§ INPUT DATA
'''
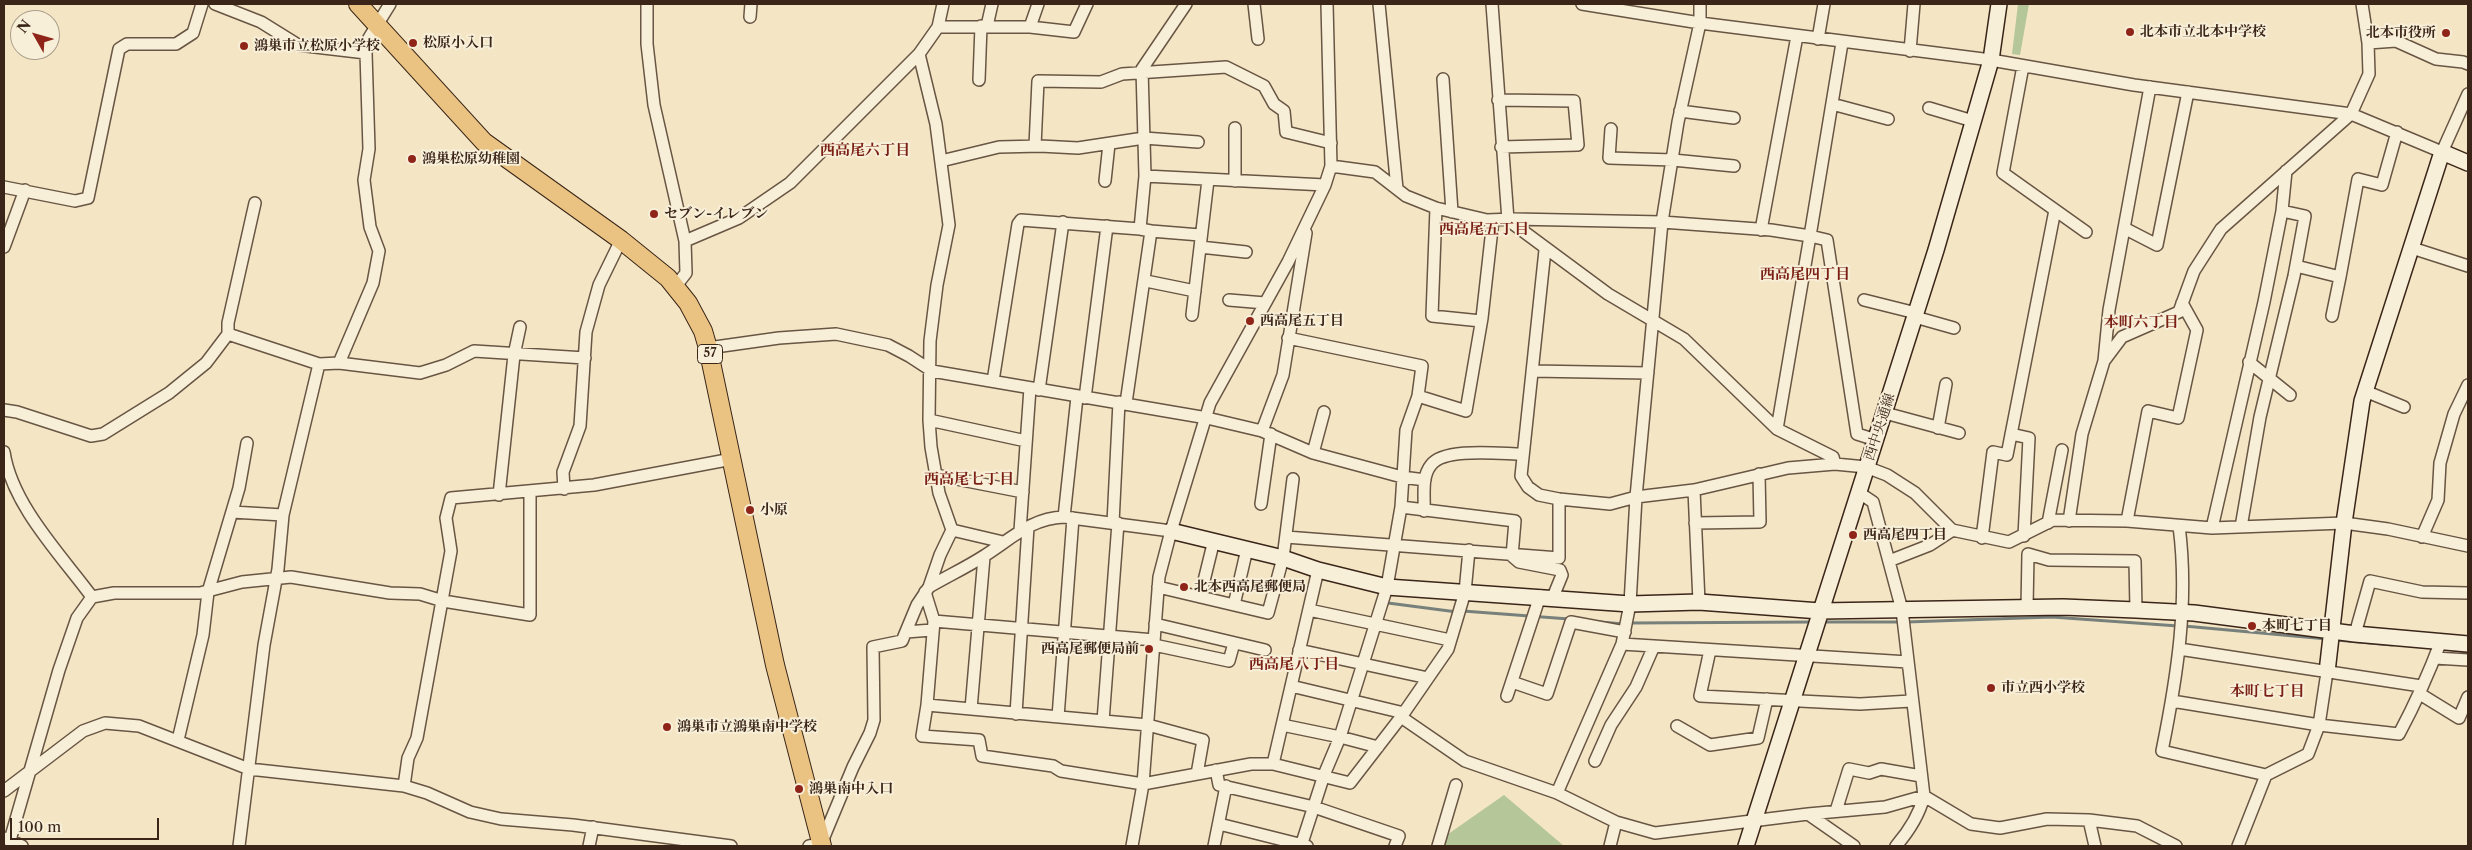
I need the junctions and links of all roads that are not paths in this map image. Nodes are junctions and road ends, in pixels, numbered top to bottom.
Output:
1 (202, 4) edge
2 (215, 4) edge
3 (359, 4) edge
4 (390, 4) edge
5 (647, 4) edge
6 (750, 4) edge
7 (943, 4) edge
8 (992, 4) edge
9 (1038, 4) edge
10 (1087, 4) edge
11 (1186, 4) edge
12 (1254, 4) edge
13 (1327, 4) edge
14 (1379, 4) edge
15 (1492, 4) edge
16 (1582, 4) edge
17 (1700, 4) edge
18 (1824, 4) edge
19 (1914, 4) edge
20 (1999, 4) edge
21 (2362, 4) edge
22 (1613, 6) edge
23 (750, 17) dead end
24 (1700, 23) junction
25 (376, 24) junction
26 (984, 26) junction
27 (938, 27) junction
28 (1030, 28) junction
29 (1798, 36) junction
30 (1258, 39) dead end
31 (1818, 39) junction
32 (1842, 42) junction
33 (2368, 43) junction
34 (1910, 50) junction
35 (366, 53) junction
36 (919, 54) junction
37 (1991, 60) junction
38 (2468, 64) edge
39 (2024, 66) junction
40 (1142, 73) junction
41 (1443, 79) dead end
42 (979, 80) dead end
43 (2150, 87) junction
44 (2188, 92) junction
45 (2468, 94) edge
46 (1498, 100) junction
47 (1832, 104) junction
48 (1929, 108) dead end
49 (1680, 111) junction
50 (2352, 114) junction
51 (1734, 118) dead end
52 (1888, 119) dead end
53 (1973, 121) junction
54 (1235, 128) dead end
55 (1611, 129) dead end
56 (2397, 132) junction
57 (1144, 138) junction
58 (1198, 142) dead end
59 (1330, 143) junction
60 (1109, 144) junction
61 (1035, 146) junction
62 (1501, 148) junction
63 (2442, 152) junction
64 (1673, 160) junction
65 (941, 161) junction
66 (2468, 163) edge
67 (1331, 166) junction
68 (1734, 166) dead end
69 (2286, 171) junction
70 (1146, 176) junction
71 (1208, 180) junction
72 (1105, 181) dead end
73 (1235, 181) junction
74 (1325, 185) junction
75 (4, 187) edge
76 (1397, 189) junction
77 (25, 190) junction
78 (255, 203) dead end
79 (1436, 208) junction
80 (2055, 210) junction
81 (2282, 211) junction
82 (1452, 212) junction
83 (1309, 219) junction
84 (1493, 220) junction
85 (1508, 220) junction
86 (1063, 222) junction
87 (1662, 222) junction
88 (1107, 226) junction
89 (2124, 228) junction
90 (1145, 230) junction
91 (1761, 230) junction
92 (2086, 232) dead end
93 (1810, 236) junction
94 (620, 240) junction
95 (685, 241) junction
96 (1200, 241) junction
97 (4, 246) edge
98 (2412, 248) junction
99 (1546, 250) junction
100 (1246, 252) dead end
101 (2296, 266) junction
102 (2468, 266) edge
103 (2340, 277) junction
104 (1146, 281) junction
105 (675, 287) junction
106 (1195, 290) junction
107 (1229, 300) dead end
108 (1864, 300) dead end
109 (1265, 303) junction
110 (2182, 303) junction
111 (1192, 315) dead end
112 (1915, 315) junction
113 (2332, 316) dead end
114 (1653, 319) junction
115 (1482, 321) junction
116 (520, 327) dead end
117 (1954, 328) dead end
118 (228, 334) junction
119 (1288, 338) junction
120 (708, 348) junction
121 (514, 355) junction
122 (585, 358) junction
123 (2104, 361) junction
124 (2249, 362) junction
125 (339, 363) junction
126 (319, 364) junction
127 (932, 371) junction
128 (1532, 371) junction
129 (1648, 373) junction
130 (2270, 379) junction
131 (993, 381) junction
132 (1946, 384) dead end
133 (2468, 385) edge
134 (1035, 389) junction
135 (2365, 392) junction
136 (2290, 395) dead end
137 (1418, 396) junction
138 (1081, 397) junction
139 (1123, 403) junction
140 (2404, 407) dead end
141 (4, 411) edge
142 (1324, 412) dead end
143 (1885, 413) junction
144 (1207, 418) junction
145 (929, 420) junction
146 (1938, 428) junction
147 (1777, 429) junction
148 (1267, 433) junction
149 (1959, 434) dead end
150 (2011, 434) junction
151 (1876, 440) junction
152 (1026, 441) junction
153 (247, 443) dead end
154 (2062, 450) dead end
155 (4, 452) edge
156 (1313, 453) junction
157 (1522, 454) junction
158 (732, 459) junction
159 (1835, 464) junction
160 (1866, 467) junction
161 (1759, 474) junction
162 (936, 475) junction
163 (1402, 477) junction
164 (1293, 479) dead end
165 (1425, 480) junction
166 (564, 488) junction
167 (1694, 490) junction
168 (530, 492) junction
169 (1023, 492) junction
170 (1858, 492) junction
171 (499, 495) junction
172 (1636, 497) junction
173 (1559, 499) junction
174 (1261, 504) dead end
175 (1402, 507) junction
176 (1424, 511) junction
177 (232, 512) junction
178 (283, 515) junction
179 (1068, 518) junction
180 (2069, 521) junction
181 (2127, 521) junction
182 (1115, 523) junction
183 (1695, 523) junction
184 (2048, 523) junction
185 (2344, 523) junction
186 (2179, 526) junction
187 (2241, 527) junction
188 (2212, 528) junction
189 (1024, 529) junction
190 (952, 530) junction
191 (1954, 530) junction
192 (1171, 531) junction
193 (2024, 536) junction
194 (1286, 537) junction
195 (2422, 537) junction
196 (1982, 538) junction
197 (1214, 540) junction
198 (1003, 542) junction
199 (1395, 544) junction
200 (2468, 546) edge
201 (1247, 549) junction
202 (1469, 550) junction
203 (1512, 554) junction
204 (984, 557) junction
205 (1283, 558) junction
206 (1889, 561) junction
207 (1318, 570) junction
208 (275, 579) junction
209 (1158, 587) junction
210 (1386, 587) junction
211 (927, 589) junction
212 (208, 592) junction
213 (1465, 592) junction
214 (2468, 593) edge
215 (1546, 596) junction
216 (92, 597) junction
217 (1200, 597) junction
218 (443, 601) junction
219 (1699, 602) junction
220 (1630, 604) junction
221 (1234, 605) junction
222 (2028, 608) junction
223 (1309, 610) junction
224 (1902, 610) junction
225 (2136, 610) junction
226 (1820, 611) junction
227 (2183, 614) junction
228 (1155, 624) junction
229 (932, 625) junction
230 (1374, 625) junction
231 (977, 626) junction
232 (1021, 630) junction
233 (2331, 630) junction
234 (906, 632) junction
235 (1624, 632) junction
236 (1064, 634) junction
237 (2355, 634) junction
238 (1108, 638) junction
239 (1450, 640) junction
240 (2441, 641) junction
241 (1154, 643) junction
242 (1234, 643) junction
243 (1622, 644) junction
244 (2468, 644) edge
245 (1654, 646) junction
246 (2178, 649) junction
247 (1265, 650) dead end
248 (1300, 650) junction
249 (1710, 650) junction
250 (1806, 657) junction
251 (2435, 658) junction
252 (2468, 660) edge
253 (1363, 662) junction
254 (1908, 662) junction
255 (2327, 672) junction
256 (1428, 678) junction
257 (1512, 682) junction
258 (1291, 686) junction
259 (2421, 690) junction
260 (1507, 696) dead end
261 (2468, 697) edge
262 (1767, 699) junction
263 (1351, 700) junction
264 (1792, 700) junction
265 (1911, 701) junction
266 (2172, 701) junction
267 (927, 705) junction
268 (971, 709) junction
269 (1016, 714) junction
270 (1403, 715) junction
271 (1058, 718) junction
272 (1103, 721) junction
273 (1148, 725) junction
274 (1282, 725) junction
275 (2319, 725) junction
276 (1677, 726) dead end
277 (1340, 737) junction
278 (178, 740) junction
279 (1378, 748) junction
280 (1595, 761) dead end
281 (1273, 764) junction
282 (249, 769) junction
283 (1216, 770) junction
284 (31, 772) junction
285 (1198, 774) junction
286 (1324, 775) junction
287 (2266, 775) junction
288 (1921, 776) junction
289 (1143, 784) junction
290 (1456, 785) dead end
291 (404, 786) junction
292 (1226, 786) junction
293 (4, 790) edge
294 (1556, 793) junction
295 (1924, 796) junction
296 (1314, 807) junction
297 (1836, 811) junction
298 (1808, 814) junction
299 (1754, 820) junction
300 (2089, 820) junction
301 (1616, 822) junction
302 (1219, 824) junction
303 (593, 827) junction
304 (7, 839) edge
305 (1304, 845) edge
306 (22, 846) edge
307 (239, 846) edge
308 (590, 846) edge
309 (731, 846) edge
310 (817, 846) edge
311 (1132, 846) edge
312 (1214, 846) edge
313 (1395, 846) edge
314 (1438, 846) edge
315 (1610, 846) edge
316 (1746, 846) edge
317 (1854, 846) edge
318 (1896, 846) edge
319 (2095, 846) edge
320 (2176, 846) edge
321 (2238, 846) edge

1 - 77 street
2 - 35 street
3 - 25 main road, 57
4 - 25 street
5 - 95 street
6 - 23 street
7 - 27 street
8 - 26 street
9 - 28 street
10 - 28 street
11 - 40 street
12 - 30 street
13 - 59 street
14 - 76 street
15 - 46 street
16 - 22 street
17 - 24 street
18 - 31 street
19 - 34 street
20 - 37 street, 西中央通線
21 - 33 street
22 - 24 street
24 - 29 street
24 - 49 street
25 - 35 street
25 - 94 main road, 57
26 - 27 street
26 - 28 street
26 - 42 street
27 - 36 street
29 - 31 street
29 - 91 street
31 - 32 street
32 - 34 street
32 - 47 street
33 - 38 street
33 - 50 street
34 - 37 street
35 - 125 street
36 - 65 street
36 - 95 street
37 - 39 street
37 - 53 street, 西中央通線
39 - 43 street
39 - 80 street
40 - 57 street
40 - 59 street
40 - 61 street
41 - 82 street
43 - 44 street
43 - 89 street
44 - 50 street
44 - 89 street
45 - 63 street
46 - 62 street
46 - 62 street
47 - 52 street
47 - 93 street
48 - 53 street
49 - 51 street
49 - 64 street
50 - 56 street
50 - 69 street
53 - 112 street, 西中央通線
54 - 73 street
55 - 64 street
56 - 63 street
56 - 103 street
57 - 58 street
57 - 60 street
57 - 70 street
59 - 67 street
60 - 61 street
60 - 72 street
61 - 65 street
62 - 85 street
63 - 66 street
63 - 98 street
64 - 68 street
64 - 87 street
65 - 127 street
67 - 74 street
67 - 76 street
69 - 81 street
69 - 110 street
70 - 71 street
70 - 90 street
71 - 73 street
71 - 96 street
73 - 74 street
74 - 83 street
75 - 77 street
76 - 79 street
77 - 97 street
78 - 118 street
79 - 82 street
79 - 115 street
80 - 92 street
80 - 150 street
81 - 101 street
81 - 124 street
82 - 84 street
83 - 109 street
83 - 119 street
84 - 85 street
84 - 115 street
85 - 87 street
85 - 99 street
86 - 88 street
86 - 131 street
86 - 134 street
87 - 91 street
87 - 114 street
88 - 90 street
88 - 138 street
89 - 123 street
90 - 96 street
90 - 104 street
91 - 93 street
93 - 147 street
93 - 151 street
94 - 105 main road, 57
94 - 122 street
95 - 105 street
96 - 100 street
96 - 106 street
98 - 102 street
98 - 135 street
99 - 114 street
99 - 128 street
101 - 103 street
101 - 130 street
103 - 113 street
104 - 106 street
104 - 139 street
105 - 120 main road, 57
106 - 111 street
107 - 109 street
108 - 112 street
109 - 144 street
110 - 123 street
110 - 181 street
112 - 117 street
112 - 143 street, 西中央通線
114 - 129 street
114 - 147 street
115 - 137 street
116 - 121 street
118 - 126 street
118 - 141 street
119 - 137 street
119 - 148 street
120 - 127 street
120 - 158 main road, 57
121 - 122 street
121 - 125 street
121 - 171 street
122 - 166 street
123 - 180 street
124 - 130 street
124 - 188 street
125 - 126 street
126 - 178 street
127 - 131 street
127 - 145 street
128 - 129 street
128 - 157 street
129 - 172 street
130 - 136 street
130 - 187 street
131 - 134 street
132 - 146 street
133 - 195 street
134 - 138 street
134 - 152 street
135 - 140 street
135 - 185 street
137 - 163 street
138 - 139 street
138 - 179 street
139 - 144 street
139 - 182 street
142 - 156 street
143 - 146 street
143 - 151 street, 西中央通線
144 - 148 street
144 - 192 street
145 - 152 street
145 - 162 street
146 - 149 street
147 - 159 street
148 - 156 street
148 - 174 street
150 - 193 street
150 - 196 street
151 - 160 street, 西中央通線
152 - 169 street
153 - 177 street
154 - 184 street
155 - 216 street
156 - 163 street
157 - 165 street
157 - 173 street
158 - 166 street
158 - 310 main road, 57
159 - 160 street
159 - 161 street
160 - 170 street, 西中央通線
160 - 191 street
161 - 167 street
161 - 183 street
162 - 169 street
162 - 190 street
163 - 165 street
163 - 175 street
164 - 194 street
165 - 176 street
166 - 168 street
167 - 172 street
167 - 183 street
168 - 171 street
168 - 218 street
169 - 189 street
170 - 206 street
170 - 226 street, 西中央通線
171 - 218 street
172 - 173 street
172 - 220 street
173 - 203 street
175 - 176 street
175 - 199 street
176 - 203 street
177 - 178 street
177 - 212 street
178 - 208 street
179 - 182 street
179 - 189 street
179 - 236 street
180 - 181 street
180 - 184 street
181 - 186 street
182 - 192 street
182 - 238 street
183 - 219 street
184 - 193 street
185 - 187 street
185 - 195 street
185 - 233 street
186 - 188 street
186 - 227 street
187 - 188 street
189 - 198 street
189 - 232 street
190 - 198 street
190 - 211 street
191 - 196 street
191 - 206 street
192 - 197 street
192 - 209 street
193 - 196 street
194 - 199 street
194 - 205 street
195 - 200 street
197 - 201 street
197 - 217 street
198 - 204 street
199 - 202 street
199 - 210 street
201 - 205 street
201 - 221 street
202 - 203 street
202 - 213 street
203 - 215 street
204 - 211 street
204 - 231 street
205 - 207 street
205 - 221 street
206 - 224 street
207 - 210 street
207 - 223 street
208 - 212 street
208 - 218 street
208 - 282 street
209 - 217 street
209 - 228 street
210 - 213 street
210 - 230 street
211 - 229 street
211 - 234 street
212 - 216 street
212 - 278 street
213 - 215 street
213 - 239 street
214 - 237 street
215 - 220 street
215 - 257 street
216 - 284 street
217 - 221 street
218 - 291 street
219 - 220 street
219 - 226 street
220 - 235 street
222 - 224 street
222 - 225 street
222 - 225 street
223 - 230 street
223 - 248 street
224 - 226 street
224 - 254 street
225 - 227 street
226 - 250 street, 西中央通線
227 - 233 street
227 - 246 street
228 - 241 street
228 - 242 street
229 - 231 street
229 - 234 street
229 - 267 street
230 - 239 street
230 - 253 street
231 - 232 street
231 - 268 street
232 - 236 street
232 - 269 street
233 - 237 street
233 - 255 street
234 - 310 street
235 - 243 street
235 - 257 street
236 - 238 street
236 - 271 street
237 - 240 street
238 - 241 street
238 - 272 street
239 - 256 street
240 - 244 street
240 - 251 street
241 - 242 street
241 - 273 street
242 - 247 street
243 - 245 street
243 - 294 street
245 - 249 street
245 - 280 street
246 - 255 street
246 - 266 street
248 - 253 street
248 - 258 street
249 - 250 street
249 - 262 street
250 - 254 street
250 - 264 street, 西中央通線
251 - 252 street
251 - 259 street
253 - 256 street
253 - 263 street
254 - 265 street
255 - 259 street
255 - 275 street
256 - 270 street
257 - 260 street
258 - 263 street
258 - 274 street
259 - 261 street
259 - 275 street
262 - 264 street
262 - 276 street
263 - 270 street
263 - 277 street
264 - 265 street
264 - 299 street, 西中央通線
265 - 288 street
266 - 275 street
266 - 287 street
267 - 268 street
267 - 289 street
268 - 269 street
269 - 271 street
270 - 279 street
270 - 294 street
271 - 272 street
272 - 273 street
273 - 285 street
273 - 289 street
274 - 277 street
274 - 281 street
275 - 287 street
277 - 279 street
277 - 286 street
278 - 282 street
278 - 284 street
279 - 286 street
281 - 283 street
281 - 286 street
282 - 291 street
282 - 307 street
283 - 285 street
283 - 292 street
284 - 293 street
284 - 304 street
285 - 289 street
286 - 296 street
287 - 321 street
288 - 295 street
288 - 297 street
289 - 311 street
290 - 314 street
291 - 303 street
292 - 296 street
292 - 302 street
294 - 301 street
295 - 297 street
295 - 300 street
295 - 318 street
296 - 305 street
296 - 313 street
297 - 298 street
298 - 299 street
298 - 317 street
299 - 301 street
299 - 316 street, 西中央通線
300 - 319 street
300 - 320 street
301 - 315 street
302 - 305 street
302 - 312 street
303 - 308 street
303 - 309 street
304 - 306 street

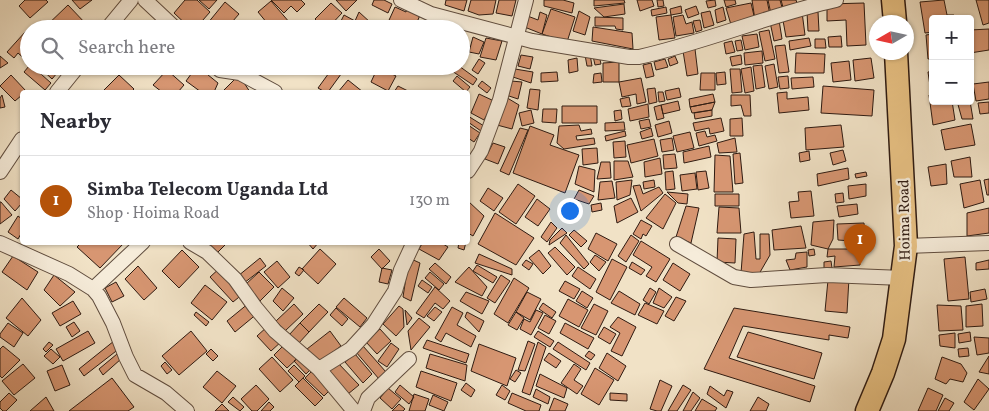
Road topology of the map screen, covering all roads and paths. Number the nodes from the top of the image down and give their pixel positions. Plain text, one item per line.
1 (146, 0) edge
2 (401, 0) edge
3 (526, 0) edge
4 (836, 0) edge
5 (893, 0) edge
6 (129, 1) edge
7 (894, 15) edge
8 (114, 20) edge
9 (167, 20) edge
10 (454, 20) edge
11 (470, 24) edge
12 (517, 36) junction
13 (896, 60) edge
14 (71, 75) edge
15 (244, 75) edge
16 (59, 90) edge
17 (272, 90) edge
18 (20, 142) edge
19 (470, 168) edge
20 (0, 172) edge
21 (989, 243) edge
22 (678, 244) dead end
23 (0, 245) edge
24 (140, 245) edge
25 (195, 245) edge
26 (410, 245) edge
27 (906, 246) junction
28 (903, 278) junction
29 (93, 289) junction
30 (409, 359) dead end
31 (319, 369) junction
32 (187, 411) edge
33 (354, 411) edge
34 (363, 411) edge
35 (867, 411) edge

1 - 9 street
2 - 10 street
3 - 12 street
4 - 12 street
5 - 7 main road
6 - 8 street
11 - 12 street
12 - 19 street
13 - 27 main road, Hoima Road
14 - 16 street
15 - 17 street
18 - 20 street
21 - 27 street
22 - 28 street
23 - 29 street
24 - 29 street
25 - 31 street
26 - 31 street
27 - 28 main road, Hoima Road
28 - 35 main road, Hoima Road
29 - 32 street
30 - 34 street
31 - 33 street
'''
§ WHAT YOU WILL DO
Your answer should be a single number: the count of lines in the records that contain "image".

§ RESULT FOR THIS EXERCISE
2